From the records that follow, give the number of lines that include the word "文山路一段", with no further words.
----- Given entries
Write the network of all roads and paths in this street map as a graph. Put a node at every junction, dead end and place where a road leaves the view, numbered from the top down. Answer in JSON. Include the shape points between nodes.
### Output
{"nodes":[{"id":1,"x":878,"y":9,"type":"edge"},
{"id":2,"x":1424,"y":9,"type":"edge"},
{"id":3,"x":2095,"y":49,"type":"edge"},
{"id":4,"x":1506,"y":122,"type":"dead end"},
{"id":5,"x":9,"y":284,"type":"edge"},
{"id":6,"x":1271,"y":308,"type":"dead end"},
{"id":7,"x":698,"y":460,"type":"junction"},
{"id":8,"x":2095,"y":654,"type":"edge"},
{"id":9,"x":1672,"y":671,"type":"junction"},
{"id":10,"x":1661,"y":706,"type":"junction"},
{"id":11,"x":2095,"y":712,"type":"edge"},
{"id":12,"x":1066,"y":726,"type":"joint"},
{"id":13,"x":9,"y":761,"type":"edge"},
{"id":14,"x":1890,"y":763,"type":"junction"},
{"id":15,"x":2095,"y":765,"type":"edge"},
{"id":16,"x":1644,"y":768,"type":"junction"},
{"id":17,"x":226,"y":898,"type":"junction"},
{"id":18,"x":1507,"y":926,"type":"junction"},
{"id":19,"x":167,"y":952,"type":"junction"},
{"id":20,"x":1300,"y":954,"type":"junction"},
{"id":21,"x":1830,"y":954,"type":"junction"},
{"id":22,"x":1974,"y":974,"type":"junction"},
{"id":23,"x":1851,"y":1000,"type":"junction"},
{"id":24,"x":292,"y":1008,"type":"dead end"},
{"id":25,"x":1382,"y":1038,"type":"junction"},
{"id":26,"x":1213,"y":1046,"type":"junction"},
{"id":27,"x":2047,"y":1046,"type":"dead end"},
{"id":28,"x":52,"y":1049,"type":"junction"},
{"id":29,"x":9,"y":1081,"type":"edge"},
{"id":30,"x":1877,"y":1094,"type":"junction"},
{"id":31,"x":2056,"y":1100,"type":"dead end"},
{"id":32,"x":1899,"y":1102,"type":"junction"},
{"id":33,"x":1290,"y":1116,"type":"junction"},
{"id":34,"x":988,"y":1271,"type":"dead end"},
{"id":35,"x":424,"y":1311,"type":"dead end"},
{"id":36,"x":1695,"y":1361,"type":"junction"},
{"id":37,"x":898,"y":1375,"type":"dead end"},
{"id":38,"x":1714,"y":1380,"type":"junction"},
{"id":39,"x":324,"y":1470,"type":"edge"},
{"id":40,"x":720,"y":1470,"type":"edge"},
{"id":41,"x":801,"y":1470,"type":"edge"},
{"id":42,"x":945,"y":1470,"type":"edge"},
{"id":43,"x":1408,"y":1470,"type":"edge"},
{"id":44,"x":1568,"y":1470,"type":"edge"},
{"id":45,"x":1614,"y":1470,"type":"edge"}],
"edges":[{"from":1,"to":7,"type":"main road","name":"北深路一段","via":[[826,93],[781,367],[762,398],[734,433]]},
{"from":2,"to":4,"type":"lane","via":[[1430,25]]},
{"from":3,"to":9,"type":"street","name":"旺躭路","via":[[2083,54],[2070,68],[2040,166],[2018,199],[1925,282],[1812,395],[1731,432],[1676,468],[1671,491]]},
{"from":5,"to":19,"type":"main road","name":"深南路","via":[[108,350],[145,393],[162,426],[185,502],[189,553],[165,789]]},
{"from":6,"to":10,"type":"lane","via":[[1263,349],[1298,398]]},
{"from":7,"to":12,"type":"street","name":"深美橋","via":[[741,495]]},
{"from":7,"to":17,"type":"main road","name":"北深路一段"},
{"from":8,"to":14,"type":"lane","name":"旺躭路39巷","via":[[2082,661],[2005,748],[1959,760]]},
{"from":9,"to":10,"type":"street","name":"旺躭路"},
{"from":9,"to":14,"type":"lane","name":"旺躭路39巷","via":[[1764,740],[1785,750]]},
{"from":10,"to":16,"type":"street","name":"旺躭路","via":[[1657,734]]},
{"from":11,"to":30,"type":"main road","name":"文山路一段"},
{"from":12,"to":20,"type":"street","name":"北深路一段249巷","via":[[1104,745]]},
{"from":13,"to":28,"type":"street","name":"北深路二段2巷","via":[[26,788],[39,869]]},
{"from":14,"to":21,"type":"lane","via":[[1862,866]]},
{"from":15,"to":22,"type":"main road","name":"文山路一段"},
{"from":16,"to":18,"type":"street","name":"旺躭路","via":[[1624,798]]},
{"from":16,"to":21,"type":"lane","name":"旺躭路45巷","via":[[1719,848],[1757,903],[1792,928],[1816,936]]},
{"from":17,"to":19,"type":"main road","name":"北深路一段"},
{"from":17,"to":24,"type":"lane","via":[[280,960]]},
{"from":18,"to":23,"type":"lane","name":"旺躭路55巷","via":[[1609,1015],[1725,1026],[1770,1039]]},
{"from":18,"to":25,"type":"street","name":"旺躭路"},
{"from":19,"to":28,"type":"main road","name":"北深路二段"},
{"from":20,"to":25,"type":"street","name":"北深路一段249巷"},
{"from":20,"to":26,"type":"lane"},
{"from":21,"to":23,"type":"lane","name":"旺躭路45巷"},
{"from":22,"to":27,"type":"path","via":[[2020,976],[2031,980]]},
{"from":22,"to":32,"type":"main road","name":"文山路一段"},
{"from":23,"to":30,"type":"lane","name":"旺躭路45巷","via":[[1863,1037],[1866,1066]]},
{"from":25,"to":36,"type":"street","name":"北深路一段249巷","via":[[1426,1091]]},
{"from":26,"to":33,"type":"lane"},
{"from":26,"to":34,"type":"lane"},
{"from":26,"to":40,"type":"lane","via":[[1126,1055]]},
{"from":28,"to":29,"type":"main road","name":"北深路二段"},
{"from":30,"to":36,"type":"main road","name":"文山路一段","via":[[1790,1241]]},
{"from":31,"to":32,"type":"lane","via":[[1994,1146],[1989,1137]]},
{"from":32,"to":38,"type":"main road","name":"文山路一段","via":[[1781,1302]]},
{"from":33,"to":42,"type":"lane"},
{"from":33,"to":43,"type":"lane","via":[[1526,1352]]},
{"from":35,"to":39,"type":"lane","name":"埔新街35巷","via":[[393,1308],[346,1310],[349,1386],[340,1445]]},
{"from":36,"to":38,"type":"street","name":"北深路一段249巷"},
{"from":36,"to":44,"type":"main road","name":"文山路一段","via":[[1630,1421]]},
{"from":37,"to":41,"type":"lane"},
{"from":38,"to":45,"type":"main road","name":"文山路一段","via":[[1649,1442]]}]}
----------
#### Written response
7